• _What the task requires_
In the records below, find each line with "edge" and copy it.
══ Material to process ══
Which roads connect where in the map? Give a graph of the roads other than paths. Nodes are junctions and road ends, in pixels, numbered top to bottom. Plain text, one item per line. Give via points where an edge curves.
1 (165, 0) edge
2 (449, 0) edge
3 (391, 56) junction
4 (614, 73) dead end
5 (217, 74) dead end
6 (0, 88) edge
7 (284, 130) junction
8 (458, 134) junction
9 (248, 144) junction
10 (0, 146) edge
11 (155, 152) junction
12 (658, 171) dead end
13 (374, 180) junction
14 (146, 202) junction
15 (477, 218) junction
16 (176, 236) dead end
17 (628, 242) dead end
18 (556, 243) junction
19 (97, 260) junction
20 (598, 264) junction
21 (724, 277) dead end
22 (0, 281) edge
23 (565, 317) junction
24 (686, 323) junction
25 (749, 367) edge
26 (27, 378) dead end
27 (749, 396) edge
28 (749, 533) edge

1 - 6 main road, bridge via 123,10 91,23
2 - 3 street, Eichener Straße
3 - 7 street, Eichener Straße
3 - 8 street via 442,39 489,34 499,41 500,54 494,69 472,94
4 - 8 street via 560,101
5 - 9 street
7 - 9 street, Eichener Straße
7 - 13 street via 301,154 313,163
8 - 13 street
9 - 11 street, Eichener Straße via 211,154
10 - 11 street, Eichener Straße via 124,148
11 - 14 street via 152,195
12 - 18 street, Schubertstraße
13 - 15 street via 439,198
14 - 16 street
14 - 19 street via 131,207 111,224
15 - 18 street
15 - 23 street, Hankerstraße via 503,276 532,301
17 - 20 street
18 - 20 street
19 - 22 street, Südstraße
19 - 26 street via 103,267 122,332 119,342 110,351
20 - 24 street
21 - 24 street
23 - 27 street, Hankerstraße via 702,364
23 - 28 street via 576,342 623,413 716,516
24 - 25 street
═══
• _Solved problem_
Which roads connect where in the map? Give a graph of the roads other than paths. Nodes are junctions and road ends, in pixels, numbered top to bottom. Plain text, one item per line. Give via points where an edge curves.
1 (165, 0) edge
2 (449, 0) edge
6 (0, 88) edge
10 (0, 146) edge
22 (0, 281) edge
25 (749, 367) edge
27 (749, 396) edge
28 (749, 533) edge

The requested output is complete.